Archives Mensuelles: avril 2010

Mercredi 21 Avril, concert de Lou Reed à la Cigale.

Un évènement mythique, une de mes salles préférées. De quoi faire des bonds de joie et d’impatience 10 jours à l’avance.  

Hum, comment décrire le choc… un peu comme si Marilyn Monroe, encore parmis nous, avait tourné dans un porno bas de gamme à l’âge de 70 ans.  Pas cool. 

 Dès l’entrée de la Cigale, un bruit de fond assez insupportable vrille les tympans. Un peu comme quand on se trouve sur un aéroport, très près des réacteurs d’un avion sur le point de décoller. Un vieil avion. 

Tout d’abord, on croit à une erreur, un réglage en cours, un ampli déréglé. Donc on se rend docilement à sa place. Dans la salle, le bruit est à la limite du supportable. On s’installe tout de même, imaginant que ça ne va pas (ne peut pas) durer. On est content d’être là, la salle est jolie, le public est tranquille et dans l’expectative d’un moment d’anthologie. 

  

L’insupportable bruit perdure. Même en enfonçant ses doigts dans les oreilles à en remonter aux coudes, il commence à faire résonner le cerveau.  

Soudainement apparaissent 3 personnes. Un peu comme des techniciens qui font la balance, look cheveux gras et vêtement mous. Soulagée, je m’attends à une décroissance du bruit et (soyons fous) à un début de concert.  

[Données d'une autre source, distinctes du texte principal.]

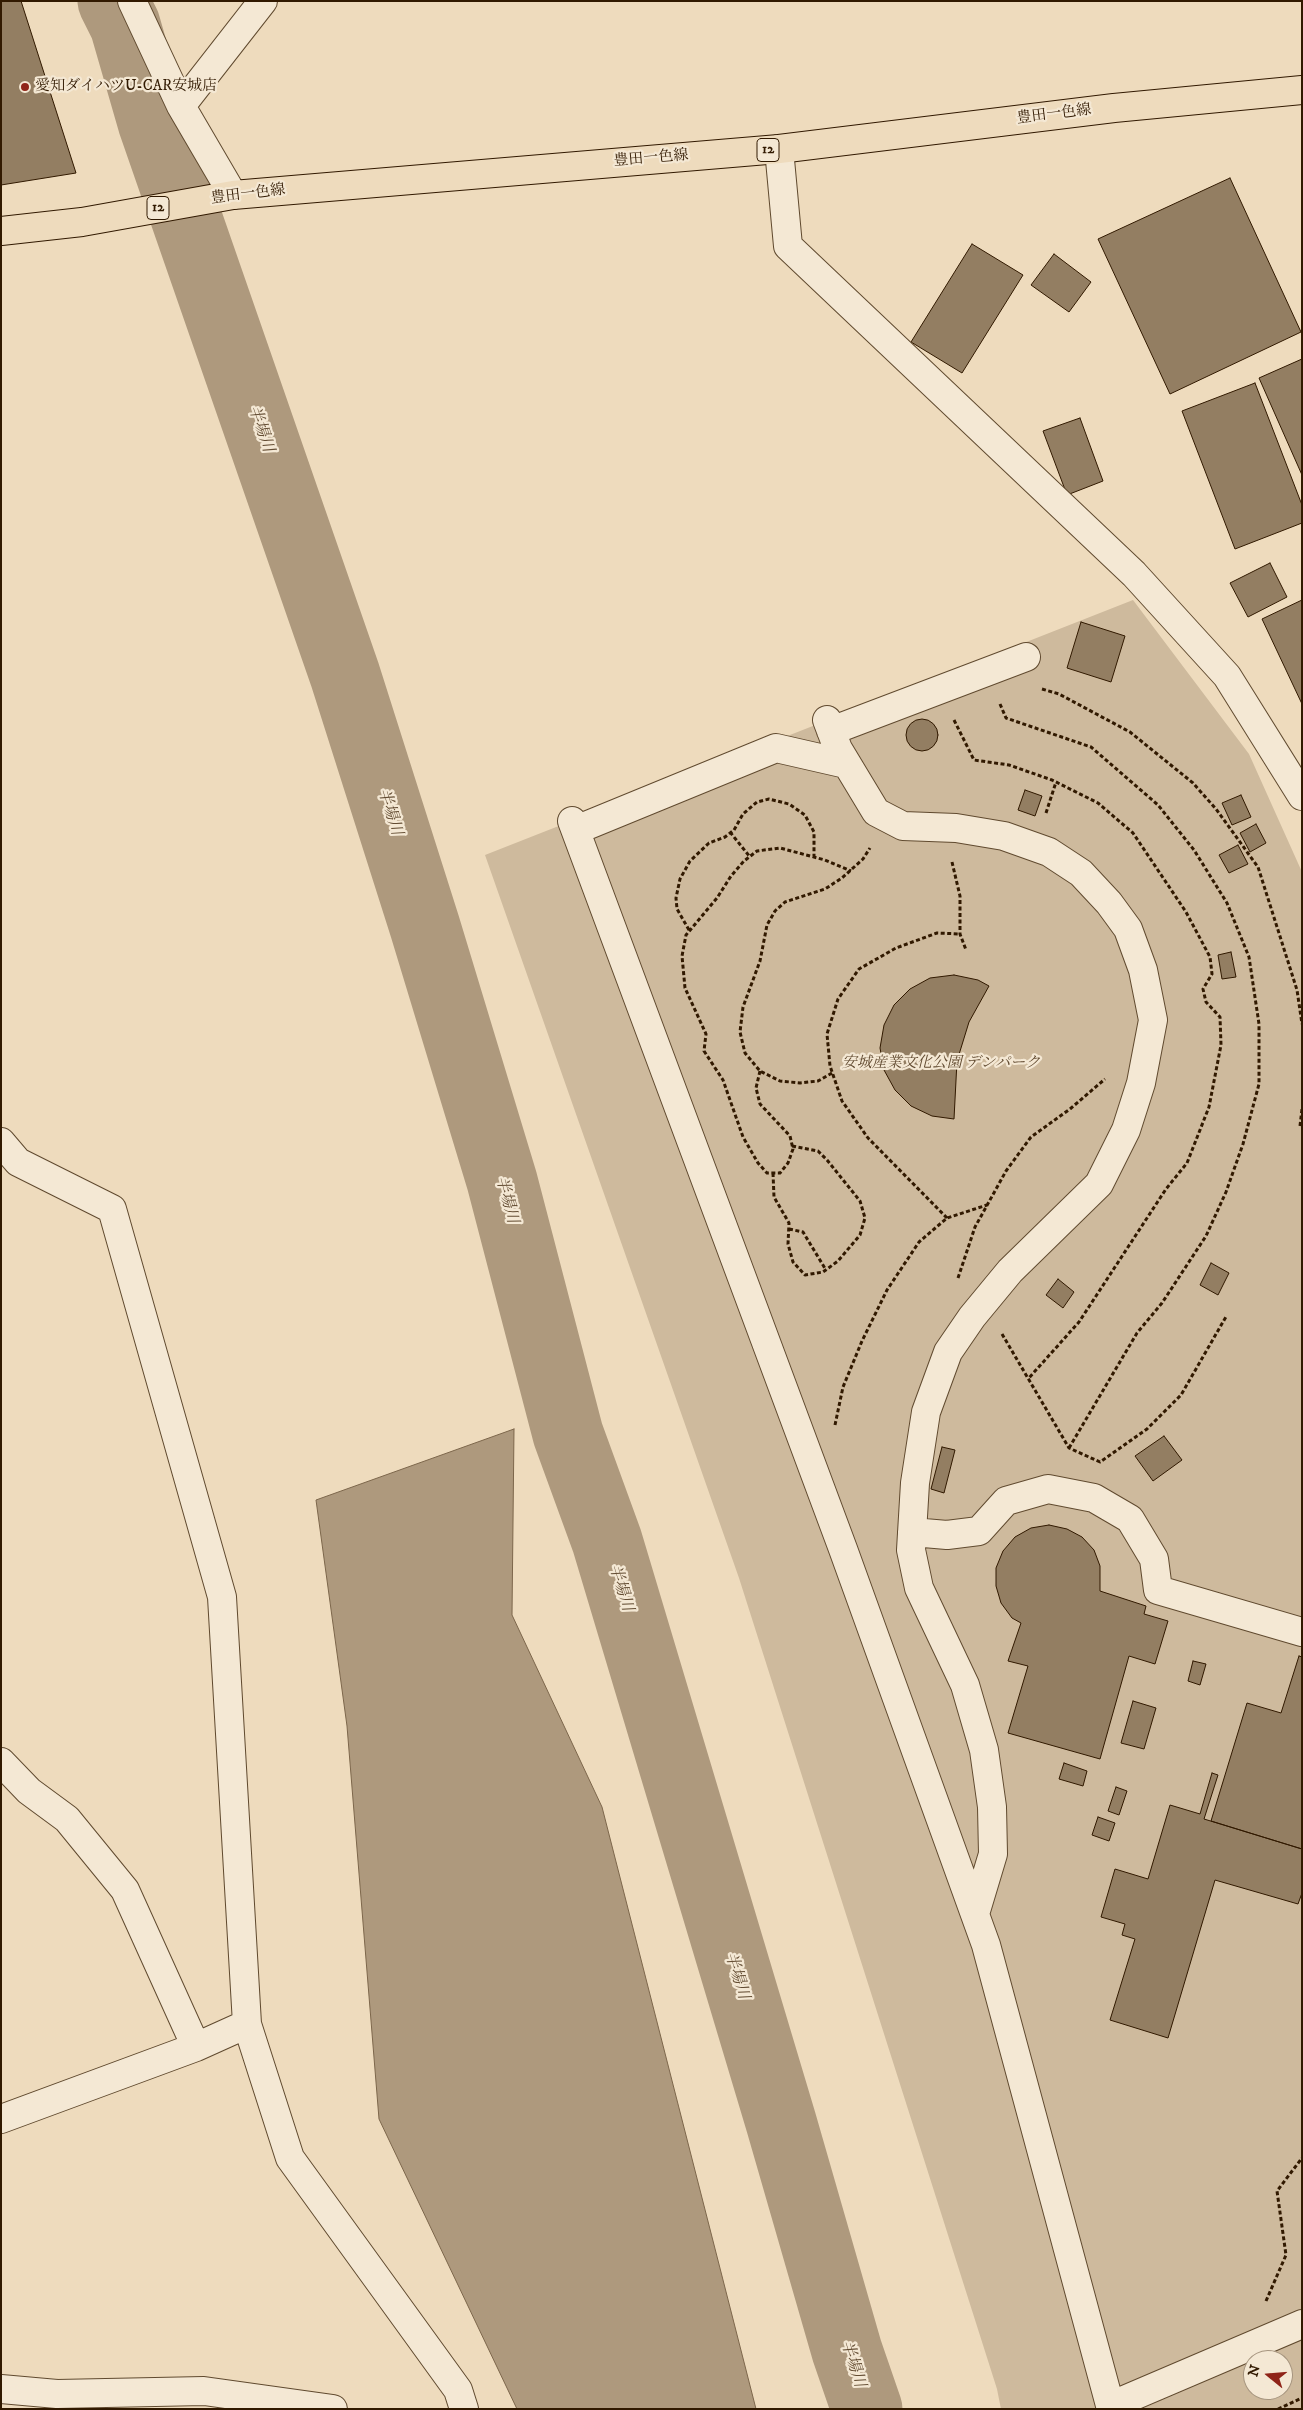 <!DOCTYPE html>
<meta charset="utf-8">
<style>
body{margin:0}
#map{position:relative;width:1303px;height:2410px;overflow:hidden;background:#eedbbd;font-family:"IM FELL DW Pica",serif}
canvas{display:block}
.frame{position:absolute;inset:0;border:2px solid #311900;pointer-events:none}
.north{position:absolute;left:1243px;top:2350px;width:50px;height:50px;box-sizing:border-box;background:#f4e8d4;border:1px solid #a6957f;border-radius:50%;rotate:287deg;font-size:14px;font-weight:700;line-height:20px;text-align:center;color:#311900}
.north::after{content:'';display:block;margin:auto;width:18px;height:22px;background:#8f2418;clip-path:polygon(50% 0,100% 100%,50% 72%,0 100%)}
</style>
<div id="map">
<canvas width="1303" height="2410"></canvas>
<div class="frame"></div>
<div class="north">N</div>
</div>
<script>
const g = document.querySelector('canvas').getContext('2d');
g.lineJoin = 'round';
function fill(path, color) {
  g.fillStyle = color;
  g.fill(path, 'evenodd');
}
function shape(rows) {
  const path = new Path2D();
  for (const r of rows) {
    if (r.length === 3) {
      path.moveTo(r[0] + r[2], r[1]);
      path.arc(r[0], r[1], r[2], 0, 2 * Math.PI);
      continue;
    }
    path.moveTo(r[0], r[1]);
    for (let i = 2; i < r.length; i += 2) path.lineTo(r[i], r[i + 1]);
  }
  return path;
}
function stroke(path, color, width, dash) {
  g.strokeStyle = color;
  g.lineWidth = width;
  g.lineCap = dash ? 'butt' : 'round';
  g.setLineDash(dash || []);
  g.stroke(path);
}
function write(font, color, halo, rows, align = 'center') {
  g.font = font + ' "IM FELL DW Pica","Noto Serif JP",serif';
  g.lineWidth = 4.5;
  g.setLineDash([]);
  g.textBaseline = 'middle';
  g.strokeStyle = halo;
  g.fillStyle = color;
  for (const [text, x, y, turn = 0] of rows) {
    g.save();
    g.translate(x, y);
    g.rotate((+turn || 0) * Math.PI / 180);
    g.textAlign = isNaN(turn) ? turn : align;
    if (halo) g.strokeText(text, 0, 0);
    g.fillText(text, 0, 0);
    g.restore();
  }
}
const green = shape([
 [1133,600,1249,754,1302,872,1302,2409,1001,2409,997,2389,739,1578,485,855],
 [1253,2360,1283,2360,1283,2390,1253,2390]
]);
const water = shape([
 [514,1429,512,1615,602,1807,756,2409,517,2409,379,2119,347,1726,316,1500,514,1429]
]);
const river = shape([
 [113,1,125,25,153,122,345,675,425,927,502,1181,568,1434,607,1541,781,2122,847,2351,867,2409]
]);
const building = shape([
 [1,1,21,1,76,173,1,185,1,1],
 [1230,178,1301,332,1170,394,1098,239,1230,178],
 [972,244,1023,275,962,373,911,342,972,244],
 [1054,254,1091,282,1069,312,1031,285,1054,254],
 [1302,359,1302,475,1259,378,1302,359],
 [1255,383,1302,505,1302,523,1235,549,1182,411,1255,383],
 [1080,418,1103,481,1067,495,1043,431,1080,418],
 [1270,563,1287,597,1248,617,1230,583,1270,563],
 [1302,600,1302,704,1262,619,1302,600],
 [1081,622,1125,636,1111,682,1067,668,1081,622],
 [922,735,16],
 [1025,790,1042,796,1035,816,1018,810,1025,790],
 [1241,795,1251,817,1232,825,1222,803,1241,795],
 [1256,824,1266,843,1250,852,1240,833,1256,824],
 [1238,845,1248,864,1229,873,1219,855,1238,845],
 [1231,952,1236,977,1222,979,1218,955,1231,952],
 [954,975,978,980,989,986,969,1022,957,1061,954,1119,932,1116,911,1106,895,1090,884,1070,880,1048,884,1025,894,1005,910,989,930,978,954,975],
 [1211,1263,1229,1273,1218,1295,1200,1285,1211,1263],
 [1058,1279,1074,1292,1063,1308,1046,1295,1058,1279],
 [1164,1436,1182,1460,1153,1481,1135,1456,1164,1436],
 [942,1447,955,1450,944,1493,931,1489,942,1447],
 [1049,1525,1067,1529,1082,1537,1094,1550,1100,1566,1100,1591,1146,1606,1144,1614,1168,1621,1155,1664,1129,1656,1100,1759,1008,1733,1028,1666,1008,1661,1021,1623,1012,1618,1001,1603,996,1586,996,1568,1003,1551,1015,1537,1031,1528,1049,1525],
 [1299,1656,1302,1657,1302,1849,1211,1821,1247,1703,1281,1713,1299,1656],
 [1193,1661,1206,1664,1200,1685,1188,1681,1193,1661],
 [1133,1701,1156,1708,1144,1749,1121,1743,1133,1701],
 [1064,1763,1087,1771,1083,1786,1059,1779,1064,1763],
 [1212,1773,1218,1775,1204,1819,1302,1849,1302,1893,1298,1904,1215,1880,1168,2038,1110,2020,1135,1939,1122,1935,1125,1924,1101,1917,1115,1869,1148,1879,1170,1805,1200,1814,1212,1773],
 [1116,1787,1127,1791,1119,1815,1108,1811,1116,1787],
 [1098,1817,1115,1823,1109,1841,1092,1835,1098,1817]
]);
const path = shape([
 [1042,689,1059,694,1130,732,1193,783,1216,809,1258,867,1297,990,1302,1024],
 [1000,704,1006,718,1091,747,1158,805,1194,850,1227,903,1249,957,1259,1024,1259,1084,1243,1144,1226,1192,1206,1236,1162,1303,1137,1333,1069,1448],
 [954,720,974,760,1009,765,1052,780,1098,803,1133,833,1186,912,1210,957,1212,974,1203,989,1206,1002,1220,1017,1221,1045,1209,1107,1187,1163,1166,1189,1079,1322,1028,1379],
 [1046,813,1056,782],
 [730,832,750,857],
 [952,862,960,896,960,934,966,950],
 [689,930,677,909,676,898,680,879,690,861,709,843,725,837,734,830,743,814,757,802,769,799,789,804,805,815,814,832,814,856],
 [760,1071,756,1088,760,1104,790,1136,793,1149,788,1163,780,1173,767,1173,758,1163,743,1137,723,1080,704,1051,706,1034,685,988,682,956,686,935,717,898,731,876,744,861,757,851,780,848,825,860,851,871],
 [832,1073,818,1081,800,1083,780,1081,760,1071,745,1053,740,1032,743,1007,760,961,767,925,775,911,785,902,825,889,842,878,863,859,870,848],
 [1300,1126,1302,1109],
 [773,1173,774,1197,789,1223,788,1244,793,1262,805,1275,823,1272,838,1261,860,1235,865,1218,860,1201,827,1160,818,1151,792,1146],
 [947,1218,868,1138,842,1101,830,1066,827,1034,838,999,859,969,896,948,937,933,960,934],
 [789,1229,803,1232,826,1270],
 [958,1278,975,1227,1006,1171,1031,1137,1070,1109,1105,1079],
 [1002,1334,1069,1448,1100,1462,1147,1429,1181,1395,1227,1315],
 [835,1425,843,1387,862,1341,887,1290,919,1242,947,1218,987,1205],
 [1266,2301,1286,2255,1277,2191,1302,2158],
 [1278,2409,1302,2398]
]);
const street = shape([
 [132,1,181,106,263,1],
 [181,106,233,195],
 [779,149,788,246,1134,574,1227,676,1302,796],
 [827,720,838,749,876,812,903,826,956,828,1004,836,1049,852,1081,873,1109,903,1128,929,1143,970,1153,1020,1141,1083,1126,1130,1099,1184,1010,1271,972,1317,948,1352,926,1412,915,1483,911,1550,919,1588,965,1685,984,1750,992,1807,993,1854,975,1914],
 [831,731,1026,657],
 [572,821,843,1549,986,1945,1111,2409],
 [576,830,776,748,846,764],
 [1,1142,18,1162,112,1209,222,1597,247,2024,290,2158,458,2390,464,2409],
 [912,1532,947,1535,979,1531,1006,1501,1048,1489,1094,1498,1130,1519,1154,1559,1158,1590,1302,1632],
 [1,1762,29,1791,67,1819,125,1890,196,2047,247,2024],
 [1,2119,196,2047],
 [1,2389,57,2394,204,2391,333,2409],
 [1110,2406,1302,2324]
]);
const primary = shape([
 [1,231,82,222,233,195,779,149,1114,108,1302,90]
]);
const markers = [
 [25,87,5,"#8f2418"]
];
const shields = [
 [768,150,22],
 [158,208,22]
];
const shieldNames = [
 ["12",768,150],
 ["12",158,208]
];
const poiNames = [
 ["愛知ダイハツU-CAR安城店",35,87]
];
const streetNames = [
 ["豊田一色線",1054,115,-7],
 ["豊田一色線",651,159,-5],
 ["豊田一色線",248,195,-7]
];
const parkNames = [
 ["安城産業文化公園 デンパーク",941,1064]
];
const waterNames = [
 ["半場川",260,429,71],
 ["半場川",389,812,72],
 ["半場川",506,1200,75],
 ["半場川",620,1588,73],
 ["半場川",736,1976,73],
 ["半場川",852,2364,72]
];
fill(green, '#ceba9d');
fill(water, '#ae997d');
stroke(water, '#7c664b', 1);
stroke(river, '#ae997d', 71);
fill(building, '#937e62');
stroke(building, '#311900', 1);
stroke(street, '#604a2f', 30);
stroke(primary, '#311900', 30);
stroke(path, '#311900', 3, [4, 2.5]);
stroke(street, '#f4e8d4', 28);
stroke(primary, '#eedbbd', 28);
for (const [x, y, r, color] of markers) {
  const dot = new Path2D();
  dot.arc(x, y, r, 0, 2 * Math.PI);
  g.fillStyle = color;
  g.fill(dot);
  stroke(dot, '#f4e8d4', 2);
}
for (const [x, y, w] of shields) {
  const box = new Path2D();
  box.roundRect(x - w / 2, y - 11.5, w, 23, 4);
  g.fillStyle = '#f4e8d4';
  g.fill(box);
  stroke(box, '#311900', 1);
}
write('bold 14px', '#311900', null, shieldNames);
write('15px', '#311900', '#f4e8d4', poiNames, 'left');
write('15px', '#311900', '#f4e8d4', streetNames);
write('italic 15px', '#60492f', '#f4e8d4', parkNames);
write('italic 16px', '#634c32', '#f4e8d4', waterNames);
</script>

Donc, relâchement momentané, voir endormissement précoce malgré le bruit, torpeur supra-sonique, cerveau en sinusoïde 6 dimensions, sens retournés. J’en fini même par me demander si ce n’est pas voulu. Un genre de tentative pour atteindre une transe musicale, une préparation subtile du cortex, une mise en condition des récepteurs sensoriels…  

Un accès de lucidité illumine l’état de torpeur ennuyeuse dans lequel je me suis enfermée pour échapper au bruit: le saxo s’agite convulsivement devant les micros… alors… mais, est-ce possible? …. ça signifie que le concert à commencé… enfin « concert », faut le dire vite… on passe du vieil avion au ban de baleines en rut agitées après le passage d’un élégant requin-costard-à-paillettes…  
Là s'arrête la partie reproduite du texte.